The prep who would be something more...

I sat in my room trying to figure things out. It wasn’t fair, the world had to be out to get me. I’m that girl that you see with all the preps but you get the vibe she doesn’t belong there. Like there’s more to whom she is then the name on her shirt, or the way she wears her hair. The one who’s pretending to be a prep for the sake of her own sanity. In reality I would gladly burn these pointy toed shoes and throw on a pair of Chuck Taylor’s.
I wished I could blast all time low from my speakers instead of Hip-hop with my friend. For three long years I had been like this, pretending. In fact I had told my self so many times that who I was I had even started to believe it. I realize now that part of the reason I became a prep was to avoid the bulling, to become accepted. The other part was because I thought the guys would like me more. The problem was I don’t have any real friends, and all they guys are jerks. I’ve forgotten what real friends are like, and I don’t believe in love anymore.
But the choices I’ve made aren’t the problem. Up until now I’ve been able to forget all the problems that came with pretending. What’s changed?
I met this guy. He’s not a prep, and amazingly not a jerk. He took me out just to hang. With him I can just talk about anything, I can laugh and not worry about saying the right thing. His friends don’t care what I wear. With him I can be real. Who I really am. I love this. The only problem is Monday is coming, that means school, that means other people, that means being judged.

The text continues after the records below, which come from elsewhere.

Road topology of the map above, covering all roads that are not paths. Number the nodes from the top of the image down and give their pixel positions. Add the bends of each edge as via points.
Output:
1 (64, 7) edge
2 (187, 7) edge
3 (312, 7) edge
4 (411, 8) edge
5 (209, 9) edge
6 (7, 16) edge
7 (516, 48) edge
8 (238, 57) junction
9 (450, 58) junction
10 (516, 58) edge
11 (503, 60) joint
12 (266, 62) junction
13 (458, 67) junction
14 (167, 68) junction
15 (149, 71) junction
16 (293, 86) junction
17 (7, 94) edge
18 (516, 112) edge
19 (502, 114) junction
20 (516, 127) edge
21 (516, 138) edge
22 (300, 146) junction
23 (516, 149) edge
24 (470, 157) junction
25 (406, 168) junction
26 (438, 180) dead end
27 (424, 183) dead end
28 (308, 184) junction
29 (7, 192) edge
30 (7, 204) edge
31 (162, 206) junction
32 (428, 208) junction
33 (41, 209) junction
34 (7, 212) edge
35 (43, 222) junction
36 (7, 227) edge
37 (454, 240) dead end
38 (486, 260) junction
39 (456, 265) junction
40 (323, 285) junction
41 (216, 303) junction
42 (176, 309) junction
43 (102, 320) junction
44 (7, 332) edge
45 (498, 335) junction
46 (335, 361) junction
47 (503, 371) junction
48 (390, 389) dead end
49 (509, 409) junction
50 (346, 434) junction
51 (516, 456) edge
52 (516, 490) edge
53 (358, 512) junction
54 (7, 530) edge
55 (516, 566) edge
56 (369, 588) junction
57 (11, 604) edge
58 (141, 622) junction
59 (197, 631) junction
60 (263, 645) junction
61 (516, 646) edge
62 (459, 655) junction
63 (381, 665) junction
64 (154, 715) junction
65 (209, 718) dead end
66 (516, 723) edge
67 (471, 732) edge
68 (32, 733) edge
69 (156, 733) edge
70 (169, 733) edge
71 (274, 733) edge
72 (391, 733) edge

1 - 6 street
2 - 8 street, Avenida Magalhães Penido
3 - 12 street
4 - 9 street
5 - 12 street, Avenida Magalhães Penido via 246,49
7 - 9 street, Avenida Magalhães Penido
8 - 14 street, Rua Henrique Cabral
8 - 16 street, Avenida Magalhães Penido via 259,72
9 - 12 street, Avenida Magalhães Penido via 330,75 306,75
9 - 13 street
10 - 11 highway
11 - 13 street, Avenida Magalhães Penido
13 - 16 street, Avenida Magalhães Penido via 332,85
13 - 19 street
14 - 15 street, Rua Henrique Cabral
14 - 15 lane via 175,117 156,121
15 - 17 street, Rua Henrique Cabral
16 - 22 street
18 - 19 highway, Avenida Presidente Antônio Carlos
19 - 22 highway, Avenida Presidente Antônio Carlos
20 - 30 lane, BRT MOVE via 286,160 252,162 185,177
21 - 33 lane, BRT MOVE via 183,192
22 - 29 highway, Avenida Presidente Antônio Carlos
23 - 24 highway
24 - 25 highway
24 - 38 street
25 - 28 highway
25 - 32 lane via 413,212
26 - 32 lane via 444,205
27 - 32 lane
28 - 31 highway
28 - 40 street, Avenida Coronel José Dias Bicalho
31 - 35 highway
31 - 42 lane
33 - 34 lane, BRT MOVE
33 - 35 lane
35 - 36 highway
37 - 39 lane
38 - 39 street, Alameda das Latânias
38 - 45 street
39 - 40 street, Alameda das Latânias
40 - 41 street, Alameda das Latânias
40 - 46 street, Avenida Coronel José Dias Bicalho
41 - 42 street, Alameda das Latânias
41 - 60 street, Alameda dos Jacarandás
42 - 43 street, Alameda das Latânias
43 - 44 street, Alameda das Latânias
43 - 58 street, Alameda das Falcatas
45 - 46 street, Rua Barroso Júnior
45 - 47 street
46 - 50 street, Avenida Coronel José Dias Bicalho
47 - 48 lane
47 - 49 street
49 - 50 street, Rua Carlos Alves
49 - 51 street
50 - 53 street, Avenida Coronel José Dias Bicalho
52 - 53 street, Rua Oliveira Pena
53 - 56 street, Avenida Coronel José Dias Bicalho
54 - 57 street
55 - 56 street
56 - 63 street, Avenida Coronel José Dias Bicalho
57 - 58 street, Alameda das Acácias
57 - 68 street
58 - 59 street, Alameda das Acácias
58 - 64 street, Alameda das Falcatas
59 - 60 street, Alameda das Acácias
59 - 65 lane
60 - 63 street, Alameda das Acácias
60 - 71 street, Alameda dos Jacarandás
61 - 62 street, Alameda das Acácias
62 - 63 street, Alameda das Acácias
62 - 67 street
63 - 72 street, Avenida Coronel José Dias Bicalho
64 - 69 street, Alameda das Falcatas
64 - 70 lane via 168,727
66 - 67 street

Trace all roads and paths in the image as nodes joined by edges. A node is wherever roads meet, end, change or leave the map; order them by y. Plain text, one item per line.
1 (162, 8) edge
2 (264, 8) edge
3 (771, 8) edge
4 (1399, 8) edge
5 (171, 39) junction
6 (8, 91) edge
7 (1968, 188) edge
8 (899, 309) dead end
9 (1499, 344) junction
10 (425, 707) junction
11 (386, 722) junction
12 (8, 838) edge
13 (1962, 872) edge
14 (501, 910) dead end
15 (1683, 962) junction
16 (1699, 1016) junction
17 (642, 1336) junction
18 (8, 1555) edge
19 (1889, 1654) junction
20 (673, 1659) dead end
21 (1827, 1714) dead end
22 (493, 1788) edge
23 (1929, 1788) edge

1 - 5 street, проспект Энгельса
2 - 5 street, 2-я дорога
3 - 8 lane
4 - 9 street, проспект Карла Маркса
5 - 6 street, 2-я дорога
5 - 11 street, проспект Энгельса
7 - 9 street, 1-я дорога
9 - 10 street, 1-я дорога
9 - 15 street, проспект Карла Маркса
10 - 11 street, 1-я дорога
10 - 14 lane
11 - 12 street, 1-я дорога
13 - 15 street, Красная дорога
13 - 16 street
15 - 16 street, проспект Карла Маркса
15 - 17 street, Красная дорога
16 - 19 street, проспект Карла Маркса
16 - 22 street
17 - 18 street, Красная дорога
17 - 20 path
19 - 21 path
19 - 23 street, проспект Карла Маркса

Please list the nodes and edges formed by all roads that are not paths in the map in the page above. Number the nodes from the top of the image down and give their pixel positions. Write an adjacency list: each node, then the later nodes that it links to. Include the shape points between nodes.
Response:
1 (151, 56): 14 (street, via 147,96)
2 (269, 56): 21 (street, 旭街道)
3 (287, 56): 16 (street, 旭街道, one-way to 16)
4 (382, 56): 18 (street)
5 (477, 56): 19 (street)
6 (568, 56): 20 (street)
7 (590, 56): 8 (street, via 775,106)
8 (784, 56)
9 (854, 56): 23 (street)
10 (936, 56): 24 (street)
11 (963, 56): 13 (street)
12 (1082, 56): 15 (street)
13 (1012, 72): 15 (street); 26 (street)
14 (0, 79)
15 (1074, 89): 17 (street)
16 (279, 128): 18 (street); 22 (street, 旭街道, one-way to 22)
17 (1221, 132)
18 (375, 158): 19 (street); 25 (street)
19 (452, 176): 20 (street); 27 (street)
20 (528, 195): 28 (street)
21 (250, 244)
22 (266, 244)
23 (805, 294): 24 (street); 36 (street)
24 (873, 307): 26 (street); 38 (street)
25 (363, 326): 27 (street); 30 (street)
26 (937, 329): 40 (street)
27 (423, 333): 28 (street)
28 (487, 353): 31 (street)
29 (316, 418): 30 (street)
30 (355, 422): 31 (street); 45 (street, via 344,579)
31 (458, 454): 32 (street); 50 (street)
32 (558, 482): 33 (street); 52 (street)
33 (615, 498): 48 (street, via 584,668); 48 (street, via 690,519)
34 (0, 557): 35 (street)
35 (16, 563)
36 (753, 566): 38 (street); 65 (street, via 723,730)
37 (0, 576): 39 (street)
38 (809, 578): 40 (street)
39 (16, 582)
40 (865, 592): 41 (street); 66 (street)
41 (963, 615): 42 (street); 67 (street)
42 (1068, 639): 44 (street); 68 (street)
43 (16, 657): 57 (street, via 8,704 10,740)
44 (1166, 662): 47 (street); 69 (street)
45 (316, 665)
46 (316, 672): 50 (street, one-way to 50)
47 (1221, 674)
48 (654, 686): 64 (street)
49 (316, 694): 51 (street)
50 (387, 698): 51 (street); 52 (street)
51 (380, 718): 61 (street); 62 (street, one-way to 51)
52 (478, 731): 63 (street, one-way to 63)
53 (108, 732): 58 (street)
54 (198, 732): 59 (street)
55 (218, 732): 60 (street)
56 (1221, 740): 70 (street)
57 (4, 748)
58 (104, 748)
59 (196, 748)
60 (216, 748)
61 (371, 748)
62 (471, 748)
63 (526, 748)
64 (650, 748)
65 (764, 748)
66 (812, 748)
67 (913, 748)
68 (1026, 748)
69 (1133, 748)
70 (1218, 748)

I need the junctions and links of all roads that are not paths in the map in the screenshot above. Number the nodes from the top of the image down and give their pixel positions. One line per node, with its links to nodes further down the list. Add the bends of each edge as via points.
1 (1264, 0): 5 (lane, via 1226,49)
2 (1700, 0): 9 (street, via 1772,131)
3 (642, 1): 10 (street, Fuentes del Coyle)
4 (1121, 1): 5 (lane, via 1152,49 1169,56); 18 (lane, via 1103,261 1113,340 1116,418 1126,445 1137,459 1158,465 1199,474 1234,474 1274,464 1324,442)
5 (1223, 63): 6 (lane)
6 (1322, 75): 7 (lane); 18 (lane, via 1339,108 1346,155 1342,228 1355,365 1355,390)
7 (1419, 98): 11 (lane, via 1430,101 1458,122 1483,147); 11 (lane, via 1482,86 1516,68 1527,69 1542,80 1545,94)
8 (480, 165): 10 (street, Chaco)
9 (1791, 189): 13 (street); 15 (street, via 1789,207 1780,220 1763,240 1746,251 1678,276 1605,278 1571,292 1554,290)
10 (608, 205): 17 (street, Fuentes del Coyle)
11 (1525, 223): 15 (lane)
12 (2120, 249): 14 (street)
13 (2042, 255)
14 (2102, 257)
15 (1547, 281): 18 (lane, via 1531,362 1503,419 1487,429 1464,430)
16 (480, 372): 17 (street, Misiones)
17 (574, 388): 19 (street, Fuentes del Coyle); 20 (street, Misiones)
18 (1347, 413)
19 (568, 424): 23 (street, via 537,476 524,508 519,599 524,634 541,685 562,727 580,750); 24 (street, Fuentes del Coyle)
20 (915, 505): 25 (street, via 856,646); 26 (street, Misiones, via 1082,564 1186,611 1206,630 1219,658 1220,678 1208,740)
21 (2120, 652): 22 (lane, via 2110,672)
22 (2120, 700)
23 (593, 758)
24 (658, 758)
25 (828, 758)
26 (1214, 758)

Oh God I wish preps could get along with emos. I wish the world wasn’t so twisted around what you look like. I don’t know if I’ll ever be allowed to be me… I just don’t know. If I fall for him what will they say? What will his friends say? Sometimes when I think about what they’ll say I can’t breath. But the idea of loosing this is almost as bad. I don’t know what to do, the worlds created a rift and I have to choose. Will I give up who I am for the sake of what they say? Or will I accept my fate and go for real happiness.